» INSTRUCTIONS TO FOLLOW
Which lines in the records below contain the word "above"? Report each of them.

(INPUT FOR THIS TASK Opens)

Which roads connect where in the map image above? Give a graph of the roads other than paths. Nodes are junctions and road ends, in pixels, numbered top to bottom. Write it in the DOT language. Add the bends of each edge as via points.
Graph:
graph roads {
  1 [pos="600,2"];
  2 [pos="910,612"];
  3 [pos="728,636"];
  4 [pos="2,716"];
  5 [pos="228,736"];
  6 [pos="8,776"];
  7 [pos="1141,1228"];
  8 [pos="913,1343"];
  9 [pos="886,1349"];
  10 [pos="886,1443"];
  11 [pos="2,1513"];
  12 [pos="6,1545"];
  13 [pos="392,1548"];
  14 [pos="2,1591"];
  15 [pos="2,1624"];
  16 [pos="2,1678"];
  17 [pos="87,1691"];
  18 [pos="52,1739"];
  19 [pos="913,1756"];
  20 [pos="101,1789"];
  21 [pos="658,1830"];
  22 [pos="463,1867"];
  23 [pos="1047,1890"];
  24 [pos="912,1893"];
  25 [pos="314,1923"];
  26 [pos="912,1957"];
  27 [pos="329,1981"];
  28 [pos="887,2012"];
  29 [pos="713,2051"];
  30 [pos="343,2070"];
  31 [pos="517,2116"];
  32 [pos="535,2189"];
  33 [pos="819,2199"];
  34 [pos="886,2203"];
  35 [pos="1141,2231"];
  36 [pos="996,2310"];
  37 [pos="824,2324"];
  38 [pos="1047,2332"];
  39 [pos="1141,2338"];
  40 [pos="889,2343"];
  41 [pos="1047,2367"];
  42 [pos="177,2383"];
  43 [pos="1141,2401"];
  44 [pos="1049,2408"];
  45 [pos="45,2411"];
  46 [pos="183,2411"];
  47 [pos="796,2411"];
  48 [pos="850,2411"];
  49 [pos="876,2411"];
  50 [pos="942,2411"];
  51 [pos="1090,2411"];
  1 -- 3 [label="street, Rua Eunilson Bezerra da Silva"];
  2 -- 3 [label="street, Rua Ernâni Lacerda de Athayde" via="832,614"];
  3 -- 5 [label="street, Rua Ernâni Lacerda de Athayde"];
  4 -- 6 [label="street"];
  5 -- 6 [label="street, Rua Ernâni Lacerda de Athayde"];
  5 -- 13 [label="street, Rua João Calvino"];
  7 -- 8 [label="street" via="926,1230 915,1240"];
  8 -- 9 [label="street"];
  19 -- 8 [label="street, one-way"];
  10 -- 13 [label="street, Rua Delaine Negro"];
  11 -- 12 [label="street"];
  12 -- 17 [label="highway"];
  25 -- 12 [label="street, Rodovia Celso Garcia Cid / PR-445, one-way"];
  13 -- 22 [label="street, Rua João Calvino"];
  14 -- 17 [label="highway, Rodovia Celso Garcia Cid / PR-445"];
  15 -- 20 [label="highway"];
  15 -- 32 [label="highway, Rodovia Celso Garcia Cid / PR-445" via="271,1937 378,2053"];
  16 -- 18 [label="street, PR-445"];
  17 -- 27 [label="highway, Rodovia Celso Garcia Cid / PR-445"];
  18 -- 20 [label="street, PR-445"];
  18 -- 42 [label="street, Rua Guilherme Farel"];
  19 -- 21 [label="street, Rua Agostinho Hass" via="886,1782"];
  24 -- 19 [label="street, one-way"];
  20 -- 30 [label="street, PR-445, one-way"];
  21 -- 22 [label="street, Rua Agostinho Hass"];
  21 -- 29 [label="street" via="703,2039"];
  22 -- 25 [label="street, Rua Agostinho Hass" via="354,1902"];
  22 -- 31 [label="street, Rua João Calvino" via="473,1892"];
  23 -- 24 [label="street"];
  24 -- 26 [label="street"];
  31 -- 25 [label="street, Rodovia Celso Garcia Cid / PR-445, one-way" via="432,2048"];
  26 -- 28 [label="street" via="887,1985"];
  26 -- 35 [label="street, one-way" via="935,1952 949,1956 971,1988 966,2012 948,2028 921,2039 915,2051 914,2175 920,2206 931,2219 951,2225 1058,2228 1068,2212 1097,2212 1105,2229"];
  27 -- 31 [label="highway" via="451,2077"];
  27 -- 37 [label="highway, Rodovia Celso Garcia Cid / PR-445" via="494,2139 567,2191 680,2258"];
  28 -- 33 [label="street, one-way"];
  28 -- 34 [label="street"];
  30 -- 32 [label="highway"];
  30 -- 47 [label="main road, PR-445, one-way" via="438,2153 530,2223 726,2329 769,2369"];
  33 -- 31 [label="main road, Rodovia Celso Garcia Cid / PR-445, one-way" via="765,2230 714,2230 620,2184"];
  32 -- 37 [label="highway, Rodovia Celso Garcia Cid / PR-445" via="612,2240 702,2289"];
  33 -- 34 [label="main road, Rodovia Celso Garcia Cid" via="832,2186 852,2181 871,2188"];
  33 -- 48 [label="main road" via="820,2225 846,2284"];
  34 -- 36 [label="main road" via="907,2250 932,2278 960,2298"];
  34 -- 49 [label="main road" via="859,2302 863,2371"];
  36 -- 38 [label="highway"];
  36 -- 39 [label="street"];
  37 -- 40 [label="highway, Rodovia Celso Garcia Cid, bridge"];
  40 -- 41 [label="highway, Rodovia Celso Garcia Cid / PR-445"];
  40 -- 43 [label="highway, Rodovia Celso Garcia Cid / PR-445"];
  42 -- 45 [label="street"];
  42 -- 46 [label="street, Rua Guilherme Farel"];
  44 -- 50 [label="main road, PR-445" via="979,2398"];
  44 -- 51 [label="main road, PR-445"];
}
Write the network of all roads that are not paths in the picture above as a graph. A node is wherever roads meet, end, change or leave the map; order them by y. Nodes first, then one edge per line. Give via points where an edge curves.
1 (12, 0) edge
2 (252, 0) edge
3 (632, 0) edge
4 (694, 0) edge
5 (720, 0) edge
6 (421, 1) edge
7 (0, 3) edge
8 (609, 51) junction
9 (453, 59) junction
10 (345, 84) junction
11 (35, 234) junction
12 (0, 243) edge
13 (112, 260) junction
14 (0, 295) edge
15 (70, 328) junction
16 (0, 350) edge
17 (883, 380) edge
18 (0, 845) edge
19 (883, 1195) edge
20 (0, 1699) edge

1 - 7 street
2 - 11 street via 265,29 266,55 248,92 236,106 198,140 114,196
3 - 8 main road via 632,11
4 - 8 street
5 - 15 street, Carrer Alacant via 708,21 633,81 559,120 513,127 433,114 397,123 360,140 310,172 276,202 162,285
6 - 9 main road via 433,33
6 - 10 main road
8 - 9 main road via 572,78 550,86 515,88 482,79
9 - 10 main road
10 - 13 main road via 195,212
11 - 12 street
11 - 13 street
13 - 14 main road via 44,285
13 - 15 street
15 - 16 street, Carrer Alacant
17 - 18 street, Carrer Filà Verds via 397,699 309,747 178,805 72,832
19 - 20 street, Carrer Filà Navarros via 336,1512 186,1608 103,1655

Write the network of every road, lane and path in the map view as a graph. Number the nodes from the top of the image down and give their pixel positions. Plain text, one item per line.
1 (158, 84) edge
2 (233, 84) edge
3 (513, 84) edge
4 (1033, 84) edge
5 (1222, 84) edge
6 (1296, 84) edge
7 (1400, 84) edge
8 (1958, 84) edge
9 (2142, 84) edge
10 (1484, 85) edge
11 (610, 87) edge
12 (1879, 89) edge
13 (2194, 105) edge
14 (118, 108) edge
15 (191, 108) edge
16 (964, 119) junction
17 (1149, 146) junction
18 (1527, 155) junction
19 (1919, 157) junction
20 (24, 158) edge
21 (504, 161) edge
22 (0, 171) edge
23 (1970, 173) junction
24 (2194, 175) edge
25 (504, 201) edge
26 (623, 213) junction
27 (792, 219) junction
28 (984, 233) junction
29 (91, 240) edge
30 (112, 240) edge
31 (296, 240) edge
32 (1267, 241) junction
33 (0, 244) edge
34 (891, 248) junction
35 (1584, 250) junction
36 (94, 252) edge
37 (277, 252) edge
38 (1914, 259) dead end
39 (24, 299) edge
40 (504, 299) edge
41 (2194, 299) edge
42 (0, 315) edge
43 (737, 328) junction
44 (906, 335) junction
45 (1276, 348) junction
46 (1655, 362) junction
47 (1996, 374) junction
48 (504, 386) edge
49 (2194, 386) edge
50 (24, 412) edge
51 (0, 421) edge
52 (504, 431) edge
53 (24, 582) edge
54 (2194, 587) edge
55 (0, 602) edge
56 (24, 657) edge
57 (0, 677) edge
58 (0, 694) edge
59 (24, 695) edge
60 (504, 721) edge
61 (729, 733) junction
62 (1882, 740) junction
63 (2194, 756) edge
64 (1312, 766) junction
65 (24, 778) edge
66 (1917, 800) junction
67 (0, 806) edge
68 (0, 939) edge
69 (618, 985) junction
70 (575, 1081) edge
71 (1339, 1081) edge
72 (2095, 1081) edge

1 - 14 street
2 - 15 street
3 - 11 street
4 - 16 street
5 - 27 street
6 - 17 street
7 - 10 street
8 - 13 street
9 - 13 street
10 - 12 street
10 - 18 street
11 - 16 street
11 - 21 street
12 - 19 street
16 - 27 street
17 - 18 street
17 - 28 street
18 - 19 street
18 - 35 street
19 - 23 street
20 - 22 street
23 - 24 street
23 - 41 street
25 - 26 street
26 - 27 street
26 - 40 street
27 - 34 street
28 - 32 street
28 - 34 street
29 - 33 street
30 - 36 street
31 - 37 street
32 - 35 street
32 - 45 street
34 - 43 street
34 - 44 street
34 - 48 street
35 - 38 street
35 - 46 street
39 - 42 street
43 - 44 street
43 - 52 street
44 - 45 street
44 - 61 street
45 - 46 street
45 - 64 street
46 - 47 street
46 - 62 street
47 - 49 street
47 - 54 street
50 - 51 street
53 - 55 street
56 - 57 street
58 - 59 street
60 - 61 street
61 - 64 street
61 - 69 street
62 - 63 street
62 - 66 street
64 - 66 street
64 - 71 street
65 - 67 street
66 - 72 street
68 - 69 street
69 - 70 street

(INPUT FOR THIS TASK Closes)

» EXERCISE RESPONSE
Which roads connect where in the map image above? Give a graph of the roads other than paths. Nodes are junctions and road ends, in pixels, numbered top to bottom. Write it in the DOT language. Add the bends of each edge as via points.
Write the network of all roads that are not paths in the picture above as a graph. A node is wherever roads meet, end, change or leave the map; order them by y. Nodes first, then one edge per line. Give via points where an edge curves.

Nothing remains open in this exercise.